Guess Who’s Coming to Dinner was the biggest hit of director Stanley Kramer’s career, despite the films mediocre to unenthusiastic reviews. The movie also won a Best Actress award for Katherine Hepburn and a Best original screenplay award for William Rose.

Doctor Dolittle won the Academy Award for best song (Talk to the Animals) but was largely a critical and financial disaster.

If I looked back on my viewing of these films, my choices for favorite would have varied according to when I viewed them.

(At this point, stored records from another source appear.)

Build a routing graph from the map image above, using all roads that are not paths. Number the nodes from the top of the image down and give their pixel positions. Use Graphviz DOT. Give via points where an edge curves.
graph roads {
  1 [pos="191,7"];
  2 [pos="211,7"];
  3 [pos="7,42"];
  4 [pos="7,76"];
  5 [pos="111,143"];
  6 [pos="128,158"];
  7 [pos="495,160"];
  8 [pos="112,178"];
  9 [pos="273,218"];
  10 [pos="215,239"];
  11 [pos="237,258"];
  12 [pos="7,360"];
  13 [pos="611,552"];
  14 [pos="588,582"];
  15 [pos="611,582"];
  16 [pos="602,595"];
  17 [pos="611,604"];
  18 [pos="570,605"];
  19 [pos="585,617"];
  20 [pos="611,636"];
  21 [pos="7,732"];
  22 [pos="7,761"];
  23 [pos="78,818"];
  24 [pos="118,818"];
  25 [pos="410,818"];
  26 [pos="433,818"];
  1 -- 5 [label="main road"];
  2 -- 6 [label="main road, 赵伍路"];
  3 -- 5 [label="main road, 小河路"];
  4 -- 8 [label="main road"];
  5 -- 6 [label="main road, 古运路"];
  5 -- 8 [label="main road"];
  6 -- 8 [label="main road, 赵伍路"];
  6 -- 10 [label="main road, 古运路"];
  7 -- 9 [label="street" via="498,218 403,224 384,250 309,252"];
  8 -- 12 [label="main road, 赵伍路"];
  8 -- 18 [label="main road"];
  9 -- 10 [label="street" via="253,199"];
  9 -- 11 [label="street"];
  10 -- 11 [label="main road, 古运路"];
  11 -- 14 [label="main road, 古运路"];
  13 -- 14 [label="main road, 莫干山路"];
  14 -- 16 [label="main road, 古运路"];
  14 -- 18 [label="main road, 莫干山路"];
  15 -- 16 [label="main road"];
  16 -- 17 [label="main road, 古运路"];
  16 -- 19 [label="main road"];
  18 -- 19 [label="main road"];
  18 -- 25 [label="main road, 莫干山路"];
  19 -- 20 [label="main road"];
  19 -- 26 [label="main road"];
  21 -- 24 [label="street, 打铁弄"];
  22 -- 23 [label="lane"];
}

In the late 60’s my choice would have been Doctor Dolittle. Now that really isn’t fair, I know, as I was only five years old when it came out and was the only one of these five films that I could watch or would have even been interested in watching. I thought the two headed-llama (the Pushmi Pullyu) was amazing! Talk to the Animals was such a fun song! And that giant sea snail? Well I thought it was pretty cool even if everyone laughed at how fake it looked. Of course, my choice for greatest movie of all-time at that point would have been Disney’s The Jungle Book, but it wasn’t nominated.
My 1968 choice for Best Picture from this list: Doctor Dolittle

In the early 70’s when I was eleven or twelve, my choice would have been Bonnie and Clyde. Lots of action. Lots of fun, even if what the Barrow gang was doing was pretty unseemly. And that ending? Awesome! Favorite character: Michael J. Pollard as C. W. Moss.
My 1974 choice: Bonnie and Clyde

Then by the late 70’s, I saw The Graduate, and it immediately became one of my favorite movies. It’s funny, is a great depiction of the uncertainty of youth. It has memorable performances by Anne Bancroft and Dustin Hoffman and those perfect Simon and Garfunkel songs for the occasion. And that ending? An even better finale than Bonnie and Clyde.
My 1979 to present choice: The Graduate

It might make for a better ending to this rant if I now pick In the Heat of the Night or Guess Who’s Coming to Dinner as my favorite now, but I really don’t think The Graduate is going to be beat. We’ll see…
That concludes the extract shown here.